I tried picking up one leg and just stopping on the outside edge of the one foot, but either I ended up not being able to turn my foot all the way (only turning it about 45 degrees instead of 90), or turning it slightly past 90 but not scraping, just doing a nice turn on my outside edge.

I have that problem too when I try to do it 1-footed. I cant wait til my pond freezes over so I can work on it.

PIM Champ 01-08-2007 07:44 PM

You just gotta bite the bullet and take lessons. Even if it's a couple of 30 min sessions from an instructor at a local rink. Learn the fundamentals from a pro then practice yourself. Don't teach yourself the wrong way and develop bad habits (whether it's stride, stopping, mohawks, powerturns, pivots, etc.). It's worth the dough.

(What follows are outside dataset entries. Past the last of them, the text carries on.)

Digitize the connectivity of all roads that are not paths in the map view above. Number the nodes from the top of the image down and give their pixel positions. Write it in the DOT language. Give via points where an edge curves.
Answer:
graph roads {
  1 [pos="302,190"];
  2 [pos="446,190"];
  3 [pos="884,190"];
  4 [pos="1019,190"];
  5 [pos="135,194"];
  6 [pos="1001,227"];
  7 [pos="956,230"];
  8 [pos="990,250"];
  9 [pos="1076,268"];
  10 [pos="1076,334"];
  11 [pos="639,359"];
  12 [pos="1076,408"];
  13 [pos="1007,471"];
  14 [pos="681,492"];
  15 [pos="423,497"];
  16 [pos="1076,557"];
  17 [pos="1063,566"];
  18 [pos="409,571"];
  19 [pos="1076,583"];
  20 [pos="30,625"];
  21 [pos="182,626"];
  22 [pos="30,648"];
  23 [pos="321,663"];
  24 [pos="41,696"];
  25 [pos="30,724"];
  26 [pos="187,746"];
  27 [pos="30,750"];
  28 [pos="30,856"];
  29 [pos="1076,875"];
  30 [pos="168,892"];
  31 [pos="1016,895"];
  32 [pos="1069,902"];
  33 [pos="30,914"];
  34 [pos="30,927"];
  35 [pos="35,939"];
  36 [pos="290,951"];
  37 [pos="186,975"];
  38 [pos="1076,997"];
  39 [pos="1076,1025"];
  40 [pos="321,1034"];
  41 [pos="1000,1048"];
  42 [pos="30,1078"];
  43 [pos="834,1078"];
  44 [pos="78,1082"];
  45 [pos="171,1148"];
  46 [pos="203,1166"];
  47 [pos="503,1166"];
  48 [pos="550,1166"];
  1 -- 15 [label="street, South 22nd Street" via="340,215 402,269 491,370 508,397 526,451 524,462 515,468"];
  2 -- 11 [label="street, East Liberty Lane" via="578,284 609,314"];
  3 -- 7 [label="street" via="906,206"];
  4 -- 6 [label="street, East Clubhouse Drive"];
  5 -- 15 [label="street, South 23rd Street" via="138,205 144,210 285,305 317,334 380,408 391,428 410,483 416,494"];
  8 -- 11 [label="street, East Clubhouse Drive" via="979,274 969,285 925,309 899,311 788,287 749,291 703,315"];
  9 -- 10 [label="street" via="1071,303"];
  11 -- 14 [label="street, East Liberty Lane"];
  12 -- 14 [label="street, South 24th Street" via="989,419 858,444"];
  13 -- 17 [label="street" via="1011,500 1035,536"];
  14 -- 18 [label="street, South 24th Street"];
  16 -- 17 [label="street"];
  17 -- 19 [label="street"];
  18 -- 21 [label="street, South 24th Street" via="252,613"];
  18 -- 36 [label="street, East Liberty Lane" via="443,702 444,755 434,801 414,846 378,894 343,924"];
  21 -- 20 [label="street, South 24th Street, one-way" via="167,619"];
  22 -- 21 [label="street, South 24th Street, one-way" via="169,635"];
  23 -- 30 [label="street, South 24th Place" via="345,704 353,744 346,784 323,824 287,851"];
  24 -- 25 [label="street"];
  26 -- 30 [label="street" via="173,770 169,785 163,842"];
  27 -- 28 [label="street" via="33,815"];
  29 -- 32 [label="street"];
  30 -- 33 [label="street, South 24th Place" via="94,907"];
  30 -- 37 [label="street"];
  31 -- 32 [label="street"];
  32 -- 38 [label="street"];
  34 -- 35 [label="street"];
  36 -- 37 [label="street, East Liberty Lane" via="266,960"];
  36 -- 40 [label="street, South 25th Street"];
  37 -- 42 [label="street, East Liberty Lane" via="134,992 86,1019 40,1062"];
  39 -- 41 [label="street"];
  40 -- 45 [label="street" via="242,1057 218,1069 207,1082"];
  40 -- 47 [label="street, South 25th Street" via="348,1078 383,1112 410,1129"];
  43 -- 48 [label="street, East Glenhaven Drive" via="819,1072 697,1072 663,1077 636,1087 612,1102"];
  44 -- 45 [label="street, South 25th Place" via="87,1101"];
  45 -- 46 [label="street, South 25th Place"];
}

DevilsFan38 01-09-2007 07:17 PM

I think I made some more progress today, I'm definitely starting to use my outside edge when I stop turning left. But if I try and speed things up, I completely forget about paying attention to how I'm stopping and regress right back to what I used to do.

Quote:

Originally Posted by cshutout33 (Post 7600047)
I have that problem too when I try to do it 1-footed. I cant wait til my pond freezes over so I can work on it.

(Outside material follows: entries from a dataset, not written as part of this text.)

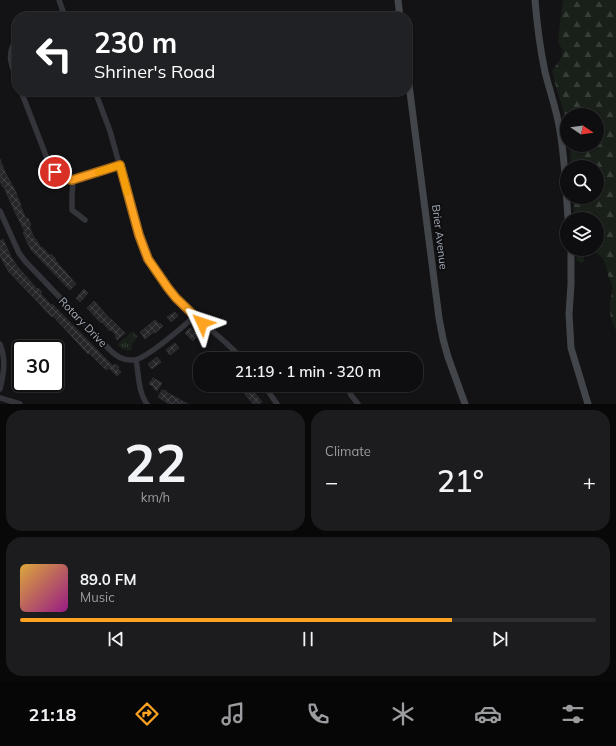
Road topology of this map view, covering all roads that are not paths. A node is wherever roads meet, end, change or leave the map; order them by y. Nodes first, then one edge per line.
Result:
1 (59, 0) edge
2 (398, 0) edge
3 (535, 0) edge
4 (63, 12) edge
5 (399, 12) edge
6 (12, 45) edge
7 (12, 66) edge
8 (23, 96) edge
9 (97, 96) edge
10 (410, 96) edge
11 (120, 165) junction
12 (72, 180) junction
13 (0, 211) edge
14 (568, 212) edge
15 (85, 220) dead end
16 (571, 256) edge
17 (195, 316) junction
18 (0, 344) edge
19 (236, 352) edge
20 (136, 360) junction
21 (0, 388) edge
22 (269, 392) edge
23 (350, 392) edge
24 (0, 398) edge
25 (20, 404) edge
26 (147, 404) edge
27 (277, 404) edge
28 (358, 404) edge
29 (465, 404) edge
30 (588, 404) edge

1 - 4 street
2 - 5 street
3 - 14 street
6 - 7 street
8 - 12 street
9 - 11 street
10 - 29 street, Brier Avenue
11 - 12 street
11 - 17 street
12 - 15 street
13 - 20 street, Rotary Drive
16 - 30 street
17 - 19 street
17 - 20 street
18 - 21 street
20 - 26 street
22 - 27 street
23 - 28 street
24 - 25 street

I wish I had a pond :( Good luck with it!

Quote:

Originally Posted by PIM Champ (Post 7601021)
You just gotta bite the bullet and take lessons. Even if it's a couple of 30 min sessions from an instructor at a local rink. Learn the fundamentals from a pro then practice yourself. Don't teach yourself the wrong way and develop bad habits (whether it's stride, stopping, mohawks, powerturns, pivots, etc.). It's worth the dough.

I wish I could, I agree, it's much harder to unlearn bad habits than to learn it right hte first time. I've tried to take lessons, but I can't seem to find anyone to teach me! The rink by me at school doesn't offer any private lessons, and they don't allow people with hockey skates in the learn to skate classes (don't ask, I don't understand it either).

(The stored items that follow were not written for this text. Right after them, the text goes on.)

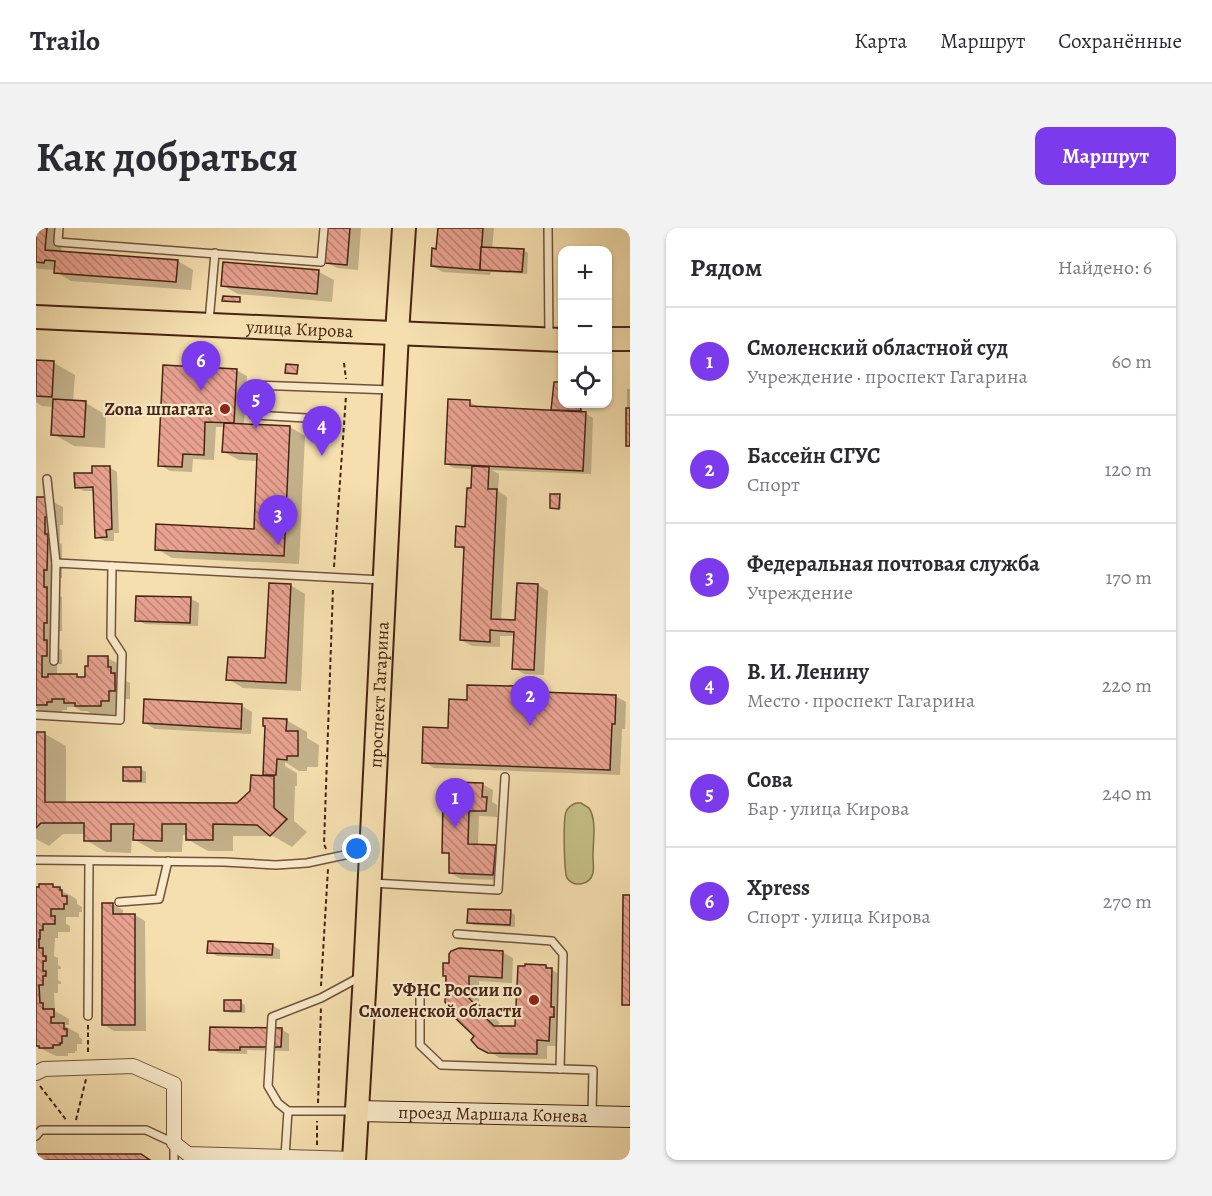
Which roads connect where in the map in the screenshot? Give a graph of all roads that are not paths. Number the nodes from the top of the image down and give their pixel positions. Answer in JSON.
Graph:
{"nodes":[{"id":1,"x":60,"y":228,"type":"edge"},
{"id":2,"x":324,"y":228,"type":"edge"},
{"id":3,"x":404,"y":228,"type":"edge"},
{"id":4,"x":548,"y":228,"type":"edge"},
{"id":5,"x":215,"y":253,"type":"junction"},
{"id":6,"x":36,"y":317,"type":"edge"},
{"id":7,"x":209,"y":325,"type":"junction"},
{"id":8,"x":397,"y":333,"type":"junction"},
{"id":9,"x":612,"y":339,"type":"edge"},
{"id":10,"x":630,"y":339,"type":"edge"},
{"id":11,"x":556,"y":340,"type":"edge"},
{"id":12,"x":395,"y":390,"type":"junction"},
{"id":13,"x":306,"y":418,"type":"dead end"},
{"id":14,"x":47,"y":479,"type":"dead end"},
{"id":15,"x":56,"y":563,"type":"junction"},
{"id":16,"x":112,"y":566,"type":"junction"},
{"id":17,"x":385,"y":580,"type":"junction"},
{"id":18,"x":54,"y":661,"type":"dead end"},
{"id":19,"x":36,"y":715,"type":"edge"},
{"id":20,"x":505,"y":777,"type":"dead end"},
{"id":21,"x":371,"y":850,"type":"junction"},
{"id":22,"x":36,"y":860,"type":"edge"},
{"id":23,"x":89,"y":861,"type":"junction"},
{"id":24,"x":168,"y":861,"type":"junction"},
{"id":25,"x":369,"y":882,"type":"junction"},
{"id":26,"x":119,"y":902,"type":"dead end"},
{"id":27,"x":457,"y":934,"type":"dead end"},
{"id":28,"x":365,"y":975,"type":"junction"},
{"id":29,"x":420,"y":993,"type":"dead end"},
{"id":30,"x":88,"y":1016,"type":"road end"},
{"id":31,"x":560,"y":1069,"type":"junction"},
{"id":32,"x":36,"y":1073,"type":"edge"},
{"id":33,"x":357,"y":1111,"type":"junction"},
{"id":34,"x":288,"y":1112,"type":"junction"},
{"id":35,"x":592,"y":1116,"type":"junction"},
{"id":36,"x":630,"y":1118,"type":"edge"},
{"id":37,"x":36,"y":1136,"type":"edge"},
{"id":38,"x":174,"y":1143,"type":"junction"},
{"id":39,"x":285,"y":1157,"type":"junction"},
{"id":40,"x":246,"y":1158,"type":"edge"},
{"id":41,"x":354,"y":1159,"type":"edge"},
{"id":42,"x":174,"y":1160,"type":"edge"}],
"edges":[{"from":1,"to":5,"type":"lane"},
{"from":2,"to":5,"type":"lane"},
{"from":3,"to":8,"type":"main road","name":"проспект Гагарина"},
{"from":4,"to":11,"type":"lane"},
{"from":5,"to":7,"type":"lane"},
{"from":6,"to":7,"type":"main road","name":"улица Кирова"},
{"from":7,"to":8,"type":"main road","name":"улица Кирова"},
{"from":8,"to":11,"type":"main road","name":"улица Кирова"},
{"from":8,"to":12,"type":"main road","name":"проспект Гагарина"},
{"from":9,"to":10,"type":"main road"},
{"from":12,"to":13,"type":"lane"},
{"from":12,"to":17,"type":"main road","name":"проспект Гагарина"},
{"from":14,"to":15,"type":"lane"},
{"from":15,"to":16,"type":"lane"},
{"from":15,"to":18,"type":"lane"},
{"from":16,"to":17,"type":"lane"},
{"from":16,"to":19,"type":"lane"},
{"from":17,"to":21,"type":"main road","name":"проспект Гагарина"},
{"from":20,"to":25,"type":"lane"},
{"from":21,"to":24,"type":"lane"},
{"from":21,"to":25,"type":"main road","name":"проспект Гагарина"},
{"from":22,"to":23,"type":"lane"},
{"from":23,"to":24,"type":"lane"},
{"from":23,"to":30,"type":"lane"},
{"from":24,"to":26,"type":"lane"},
{"from":25,"to":28,"type":"main road","name":"проспект Гагарина"},
{"from":27,"to":31,"type":"lane"},
{"from":28,"to":33,"type":"main road","name":"проспект Гагарина"},
{"from":28,"to":34,"type":"lane"},
{"from":29,"to":31,"type":"lane"},
{"from":31,"to":35,"type":"lane"},
{"from":32,"to":38,"type":"street"},
{"from":33,"to":34,"type":"lane"},
{"from":33,"to":35,"type":"street","name":"проезд Маршала Конева"},
{"from":33,"to":41,"type":"main road","name":"проспект Гагарина"},
{"from":34,"to":39,"type":"lane"},
{"from":35,"to":36,"type":"street","name":"проезд Маршала Конева"},
{"from":37,"to":38,"type":"lane"},
{"from":38,"to":40,"type":"street"},
{"from":38,"to":42,"type":"lane"},
{"from":39,"to":40,"type":"street"},
{"from":39,"to":41,"type":"street"}]}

DrMom9900* 01-17-2007 08:44 PM

Im having the same problem as the 2nd poster, when stopping, im using my outside edge to stop. If i focus and see why i cant use my inside edge, its because i think i put so much weight on my back leg, that my outside skate is barely on the ice when i stop. I've been trying to concentrate on using my inside edge but it is definatelly not coming that easy. Also, sometimes when i try to stop, my blade digs into the ice and kind like skips and digs into the ice again real quick. Could anyone give any tips on what should exactly happen with ur skates on the ice when u stop?

brother52 01-20-2007 03:53 AM

The thing is that you should brake with middle to front of the blade(s) and increase pressure gradually - "gliding" first, then coming to a stop. If you step on the whole blade at once the edge digs in and you lose balance.